- _Directions_
All lines with the word "view" must be pulled from the entries below.
Exercise data: Begin
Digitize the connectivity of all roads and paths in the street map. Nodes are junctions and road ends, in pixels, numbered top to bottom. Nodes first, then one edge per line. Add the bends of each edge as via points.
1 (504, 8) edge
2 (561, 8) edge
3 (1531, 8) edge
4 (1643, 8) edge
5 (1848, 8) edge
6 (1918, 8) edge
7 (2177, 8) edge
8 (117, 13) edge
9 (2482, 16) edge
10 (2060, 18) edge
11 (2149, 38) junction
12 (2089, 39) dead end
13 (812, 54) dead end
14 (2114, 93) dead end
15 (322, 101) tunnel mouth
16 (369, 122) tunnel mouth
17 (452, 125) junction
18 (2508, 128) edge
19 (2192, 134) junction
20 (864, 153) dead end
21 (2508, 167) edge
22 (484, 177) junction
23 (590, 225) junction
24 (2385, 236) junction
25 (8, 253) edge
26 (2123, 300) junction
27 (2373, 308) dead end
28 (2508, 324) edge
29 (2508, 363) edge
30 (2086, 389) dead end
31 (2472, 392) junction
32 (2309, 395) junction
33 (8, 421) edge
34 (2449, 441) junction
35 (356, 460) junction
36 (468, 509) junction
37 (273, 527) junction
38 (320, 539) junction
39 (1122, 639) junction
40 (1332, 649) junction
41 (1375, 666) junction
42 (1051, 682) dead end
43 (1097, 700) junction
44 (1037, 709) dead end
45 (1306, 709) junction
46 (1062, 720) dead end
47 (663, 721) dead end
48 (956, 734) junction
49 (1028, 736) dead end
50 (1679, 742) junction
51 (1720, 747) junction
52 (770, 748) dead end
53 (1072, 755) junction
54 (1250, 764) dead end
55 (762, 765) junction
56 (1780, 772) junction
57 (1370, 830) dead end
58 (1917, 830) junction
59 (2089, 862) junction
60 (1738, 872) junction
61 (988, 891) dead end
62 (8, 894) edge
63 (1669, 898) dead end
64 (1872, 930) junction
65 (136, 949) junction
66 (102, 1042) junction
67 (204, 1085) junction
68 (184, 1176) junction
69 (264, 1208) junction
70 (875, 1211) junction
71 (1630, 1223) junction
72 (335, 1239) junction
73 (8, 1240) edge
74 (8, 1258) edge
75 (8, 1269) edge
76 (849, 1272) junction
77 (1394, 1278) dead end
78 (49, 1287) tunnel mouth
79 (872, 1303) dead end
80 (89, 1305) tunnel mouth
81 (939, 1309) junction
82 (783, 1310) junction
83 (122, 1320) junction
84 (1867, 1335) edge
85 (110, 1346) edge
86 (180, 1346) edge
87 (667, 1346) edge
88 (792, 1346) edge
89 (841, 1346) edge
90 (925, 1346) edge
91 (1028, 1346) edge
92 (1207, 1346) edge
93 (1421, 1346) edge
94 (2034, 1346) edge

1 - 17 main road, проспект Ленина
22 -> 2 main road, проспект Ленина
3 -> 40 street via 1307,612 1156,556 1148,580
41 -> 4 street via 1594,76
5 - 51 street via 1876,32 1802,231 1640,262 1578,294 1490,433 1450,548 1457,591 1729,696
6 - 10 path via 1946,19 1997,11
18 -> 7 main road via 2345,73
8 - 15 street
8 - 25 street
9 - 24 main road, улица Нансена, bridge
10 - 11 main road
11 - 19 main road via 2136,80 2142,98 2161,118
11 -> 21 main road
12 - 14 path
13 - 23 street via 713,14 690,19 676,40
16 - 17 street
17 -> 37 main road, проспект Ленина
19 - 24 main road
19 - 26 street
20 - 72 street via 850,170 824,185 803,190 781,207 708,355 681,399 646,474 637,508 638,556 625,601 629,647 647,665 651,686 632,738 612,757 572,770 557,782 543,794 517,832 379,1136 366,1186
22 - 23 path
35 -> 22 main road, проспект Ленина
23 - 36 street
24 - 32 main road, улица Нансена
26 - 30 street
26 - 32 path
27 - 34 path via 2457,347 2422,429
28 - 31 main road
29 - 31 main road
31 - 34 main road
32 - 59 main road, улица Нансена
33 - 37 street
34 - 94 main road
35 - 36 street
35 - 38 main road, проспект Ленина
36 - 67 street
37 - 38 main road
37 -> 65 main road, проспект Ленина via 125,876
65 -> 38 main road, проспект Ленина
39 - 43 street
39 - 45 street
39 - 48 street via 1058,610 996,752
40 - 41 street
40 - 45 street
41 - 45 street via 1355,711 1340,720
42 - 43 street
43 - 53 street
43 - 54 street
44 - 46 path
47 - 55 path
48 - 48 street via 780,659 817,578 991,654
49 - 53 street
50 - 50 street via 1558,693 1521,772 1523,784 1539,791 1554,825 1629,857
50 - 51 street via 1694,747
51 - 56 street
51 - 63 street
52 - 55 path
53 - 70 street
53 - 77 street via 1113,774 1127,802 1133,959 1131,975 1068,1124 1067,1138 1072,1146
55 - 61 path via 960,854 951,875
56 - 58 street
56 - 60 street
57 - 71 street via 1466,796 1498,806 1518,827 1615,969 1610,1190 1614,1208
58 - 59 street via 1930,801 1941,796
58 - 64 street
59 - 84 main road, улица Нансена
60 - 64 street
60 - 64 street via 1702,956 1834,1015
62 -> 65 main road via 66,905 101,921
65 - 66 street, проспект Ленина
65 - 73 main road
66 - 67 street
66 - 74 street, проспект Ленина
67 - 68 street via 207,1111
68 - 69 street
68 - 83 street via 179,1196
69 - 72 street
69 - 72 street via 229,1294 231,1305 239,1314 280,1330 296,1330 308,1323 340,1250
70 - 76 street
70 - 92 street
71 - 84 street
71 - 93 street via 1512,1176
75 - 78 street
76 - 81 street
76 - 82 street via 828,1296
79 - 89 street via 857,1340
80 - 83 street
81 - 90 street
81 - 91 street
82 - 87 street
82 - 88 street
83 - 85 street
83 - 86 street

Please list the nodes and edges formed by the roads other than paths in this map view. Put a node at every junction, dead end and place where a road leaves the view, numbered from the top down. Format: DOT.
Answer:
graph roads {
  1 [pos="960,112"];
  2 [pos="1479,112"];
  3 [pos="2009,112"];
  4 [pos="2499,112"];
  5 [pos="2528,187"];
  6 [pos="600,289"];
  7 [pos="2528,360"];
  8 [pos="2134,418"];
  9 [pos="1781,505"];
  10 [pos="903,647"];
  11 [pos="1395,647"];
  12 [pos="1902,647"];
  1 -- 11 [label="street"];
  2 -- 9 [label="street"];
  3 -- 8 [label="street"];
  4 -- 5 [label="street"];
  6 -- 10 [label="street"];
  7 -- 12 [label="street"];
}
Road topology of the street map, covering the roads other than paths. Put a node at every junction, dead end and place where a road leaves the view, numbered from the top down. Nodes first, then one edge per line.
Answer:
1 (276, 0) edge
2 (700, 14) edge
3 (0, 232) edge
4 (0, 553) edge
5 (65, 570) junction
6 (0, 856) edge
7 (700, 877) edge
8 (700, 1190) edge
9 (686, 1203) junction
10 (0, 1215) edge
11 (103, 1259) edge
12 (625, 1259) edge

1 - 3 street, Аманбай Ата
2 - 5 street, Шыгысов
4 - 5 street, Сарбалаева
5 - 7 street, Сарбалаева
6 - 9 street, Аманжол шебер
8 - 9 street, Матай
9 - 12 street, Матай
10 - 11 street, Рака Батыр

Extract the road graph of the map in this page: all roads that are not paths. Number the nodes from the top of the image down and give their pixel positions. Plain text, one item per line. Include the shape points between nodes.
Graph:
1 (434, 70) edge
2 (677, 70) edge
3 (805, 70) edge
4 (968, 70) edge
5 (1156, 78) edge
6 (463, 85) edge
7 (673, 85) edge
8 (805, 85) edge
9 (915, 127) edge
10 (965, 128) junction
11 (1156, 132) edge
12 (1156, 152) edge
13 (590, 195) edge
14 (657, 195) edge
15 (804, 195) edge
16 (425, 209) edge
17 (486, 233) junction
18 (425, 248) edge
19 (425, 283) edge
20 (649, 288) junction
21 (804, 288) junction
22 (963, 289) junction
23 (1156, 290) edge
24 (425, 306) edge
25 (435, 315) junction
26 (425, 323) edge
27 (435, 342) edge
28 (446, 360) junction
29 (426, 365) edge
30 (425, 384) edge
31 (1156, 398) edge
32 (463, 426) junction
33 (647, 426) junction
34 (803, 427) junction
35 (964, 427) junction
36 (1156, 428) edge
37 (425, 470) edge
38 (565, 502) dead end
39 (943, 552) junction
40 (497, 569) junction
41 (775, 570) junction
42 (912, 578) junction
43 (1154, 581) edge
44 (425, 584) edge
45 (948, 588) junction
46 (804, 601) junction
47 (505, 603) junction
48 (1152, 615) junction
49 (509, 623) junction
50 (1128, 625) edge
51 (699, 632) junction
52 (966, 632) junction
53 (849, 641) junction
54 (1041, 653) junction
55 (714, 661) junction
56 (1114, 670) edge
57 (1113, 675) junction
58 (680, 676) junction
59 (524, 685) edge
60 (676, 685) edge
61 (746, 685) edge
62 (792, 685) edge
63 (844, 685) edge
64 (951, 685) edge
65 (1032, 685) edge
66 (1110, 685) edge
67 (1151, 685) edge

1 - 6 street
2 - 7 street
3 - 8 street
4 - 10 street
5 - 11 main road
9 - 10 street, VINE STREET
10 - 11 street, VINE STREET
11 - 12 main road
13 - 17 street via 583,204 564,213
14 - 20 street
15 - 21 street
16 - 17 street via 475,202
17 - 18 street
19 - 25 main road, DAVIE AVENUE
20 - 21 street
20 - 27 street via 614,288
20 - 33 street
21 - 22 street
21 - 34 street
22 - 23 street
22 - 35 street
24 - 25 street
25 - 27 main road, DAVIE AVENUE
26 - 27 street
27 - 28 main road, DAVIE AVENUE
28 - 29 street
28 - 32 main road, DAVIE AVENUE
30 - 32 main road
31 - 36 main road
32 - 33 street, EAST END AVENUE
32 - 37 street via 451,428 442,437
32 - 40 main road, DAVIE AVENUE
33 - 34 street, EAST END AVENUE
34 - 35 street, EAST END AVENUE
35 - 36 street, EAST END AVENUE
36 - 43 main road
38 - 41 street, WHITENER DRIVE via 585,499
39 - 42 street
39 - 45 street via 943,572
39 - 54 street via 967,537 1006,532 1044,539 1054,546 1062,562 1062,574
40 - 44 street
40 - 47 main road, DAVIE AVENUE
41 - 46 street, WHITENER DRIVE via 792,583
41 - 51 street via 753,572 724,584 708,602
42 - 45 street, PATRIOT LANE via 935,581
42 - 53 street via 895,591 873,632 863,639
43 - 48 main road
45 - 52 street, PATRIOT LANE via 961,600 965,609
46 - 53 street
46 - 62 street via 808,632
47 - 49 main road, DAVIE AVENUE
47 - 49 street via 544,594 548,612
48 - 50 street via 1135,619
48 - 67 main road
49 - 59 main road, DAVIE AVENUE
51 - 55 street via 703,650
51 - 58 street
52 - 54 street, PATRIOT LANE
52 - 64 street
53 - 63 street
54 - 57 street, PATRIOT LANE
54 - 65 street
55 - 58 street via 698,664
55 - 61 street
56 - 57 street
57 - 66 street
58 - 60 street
Exercise data: End
- _Result of this task_
Please list the nodes and edges formed by the roads other than paths in this map view. Put a node at every junction, dead end and place where a road leaves the view, numbered from the top down. Format: DOT.
Road topology of the street map, covering the roads other than paths. Put a node at every junction, dead end and place where a road leaves the view, numbered from the top down. Nodes first, then one edge per line.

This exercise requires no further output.